1.1 SnoRNA involmente in disease
Emerging evidence demonstrates that snoRNAs are differentially expressed and participate in key biological processes such as apoptosis, proliferation, and differentiation. Owing to their multidimensional regulatory functions, elucidating the molecular mechanisms through which snoRNAs influence disease development has become a major frontier in biomedical research over the past 2 decades. For instance, Tang et al. (2019) investigated the role of snoRNAs in non-small cell lung cancer (NSCLC) using both in vitro and in vivo loss-of-function analyses. Their study revealed that SNORA71A functions as an oncogene in NSCLC and contributes to disease progression.

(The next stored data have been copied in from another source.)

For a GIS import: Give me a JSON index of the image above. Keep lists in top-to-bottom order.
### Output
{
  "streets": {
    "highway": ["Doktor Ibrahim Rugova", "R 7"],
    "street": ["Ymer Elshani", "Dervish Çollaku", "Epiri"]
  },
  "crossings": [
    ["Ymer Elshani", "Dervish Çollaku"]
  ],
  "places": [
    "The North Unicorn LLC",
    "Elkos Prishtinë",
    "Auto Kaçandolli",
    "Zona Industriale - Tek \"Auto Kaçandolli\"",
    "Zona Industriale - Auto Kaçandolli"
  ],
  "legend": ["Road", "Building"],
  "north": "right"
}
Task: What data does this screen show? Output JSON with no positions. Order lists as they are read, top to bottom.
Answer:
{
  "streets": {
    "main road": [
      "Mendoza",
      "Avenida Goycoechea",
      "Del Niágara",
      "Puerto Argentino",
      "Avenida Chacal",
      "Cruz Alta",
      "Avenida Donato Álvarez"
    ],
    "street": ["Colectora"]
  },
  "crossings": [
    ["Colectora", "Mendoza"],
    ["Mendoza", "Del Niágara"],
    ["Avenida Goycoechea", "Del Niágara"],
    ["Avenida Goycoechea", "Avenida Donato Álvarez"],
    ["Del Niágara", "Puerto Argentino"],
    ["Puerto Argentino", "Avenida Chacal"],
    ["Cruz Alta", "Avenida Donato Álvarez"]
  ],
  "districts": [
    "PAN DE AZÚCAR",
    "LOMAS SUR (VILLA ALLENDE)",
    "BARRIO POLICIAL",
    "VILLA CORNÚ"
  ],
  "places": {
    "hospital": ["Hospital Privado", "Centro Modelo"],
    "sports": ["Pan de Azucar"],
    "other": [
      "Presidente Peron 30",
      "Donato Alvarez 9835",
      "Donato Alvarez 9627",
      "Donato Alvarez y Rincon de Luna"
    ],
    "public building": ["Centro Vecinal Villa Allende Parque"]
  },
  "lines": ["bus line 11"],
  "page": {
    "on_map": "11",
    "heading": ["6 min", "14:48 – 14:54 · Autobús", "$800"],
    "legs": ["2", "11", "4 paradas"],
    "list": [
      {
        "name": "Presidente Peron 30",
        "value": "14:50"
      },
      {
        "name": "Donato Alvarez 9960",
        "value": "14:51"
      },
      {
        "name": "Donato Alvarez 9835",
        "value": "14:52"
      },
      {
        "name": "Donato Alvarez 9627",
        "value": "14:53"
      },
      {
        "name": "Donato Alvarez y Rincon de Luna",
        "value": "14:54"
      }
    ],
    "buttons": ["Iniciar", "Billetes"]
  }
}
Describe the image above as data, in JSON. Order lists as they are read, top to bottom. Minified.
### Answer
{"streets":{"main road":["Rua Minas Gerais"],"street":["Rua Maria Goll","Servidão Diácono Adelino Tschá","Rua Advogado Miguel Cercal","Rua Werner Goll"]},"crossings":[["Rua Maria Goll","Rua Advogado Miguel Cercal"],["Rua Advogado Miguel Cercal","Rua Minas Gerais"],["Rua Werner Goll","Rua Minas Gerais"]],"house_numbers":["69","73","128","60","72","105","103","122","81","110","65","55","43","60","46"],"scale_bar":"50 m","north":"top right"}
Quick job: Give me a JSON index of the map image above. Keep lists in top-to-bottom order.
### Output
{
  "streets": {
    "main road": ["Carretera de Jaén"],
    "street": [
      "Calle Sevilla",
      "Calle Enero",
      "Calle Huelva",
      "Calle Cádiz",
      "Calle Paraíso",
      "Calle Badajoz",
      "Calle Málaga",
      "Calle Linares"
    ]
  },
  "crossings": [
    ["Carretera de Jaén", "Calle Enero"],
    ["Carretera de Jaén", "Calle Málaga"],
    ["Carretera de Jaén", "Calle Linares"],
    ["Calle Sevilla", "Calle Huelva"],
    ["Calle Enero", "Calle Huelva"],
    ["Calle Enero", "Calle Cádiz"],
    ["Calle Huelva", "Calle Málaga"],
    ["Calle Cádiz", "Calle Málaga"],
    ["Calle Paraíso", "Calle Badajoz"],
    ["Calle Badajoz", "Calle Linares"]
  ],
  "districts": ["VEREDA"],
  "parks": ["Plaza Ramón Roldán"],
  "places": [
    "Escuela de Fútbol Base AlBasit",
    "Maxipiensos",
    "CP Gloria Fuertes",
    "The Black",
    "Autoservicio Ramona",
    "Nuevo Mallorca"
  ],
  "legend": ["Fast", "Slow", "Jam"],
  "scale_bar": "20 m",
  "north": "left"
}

Similarly, Liu et al. (2022) examined the role of SNORD1C in colorectal cancer through multiple experimental approaches, demonstrating that this snoRNA is involved in several tumor-related processes and plays a critical role in cancer progression. Xu et al. (2014) employed quantitative RT-PCR to assess snoRNA expression in tissue samples from over one hundred hepatocellular carcinoma (HCC) patients, further validating their findings using cell-based experiments and a xenograft nude mouse model. Their results showed that upregulation of SNORD113-1 inhibited HCC growth, suggesting its potential utility as both a diagnostic biomarker and therapeutic target. Beyond these individual studies, a growing body of evidence underscores the involvement of snoRNAs in diverse human diseases. In 2022, Huang et al. (2022) published a systematic review summarizing the biological functions and mechanistic roles of snoRNAs in tumor pathophysiology. Subsequently, Chabronova et al. (2024) provided a comprehensive review focusing on snoRNAs in cardiovascular development, physiology, and heart-related disorders. Their work not only consolidated current findings but also highlighted the potential clinical applications of snoRNAs in cardiovascular medicine. In the same year, Shen et al. (2024) conducted another systematic review that emphasized the diagnostic and therapeutic significance of snoRNAs across multiple disease contexts.
In addition to studies on human diseases, several investigations have explored the association between snoRNAs and animal pathologies (Omonijo et al., 2023; Regårdh et al., 2022; Anderson et al., 2022). Such cross-species comparative studies not only confirm the broad involvement of snoRNAs in disease processes across species but also help elucidate the conserved functional mechanisms of snoRNAs in disease development. Therefore, exploring the association between snoRNAs and diseases can help reveal the complex mechanisms of disease occurrence and development and, ultimately, benefit clinical applications.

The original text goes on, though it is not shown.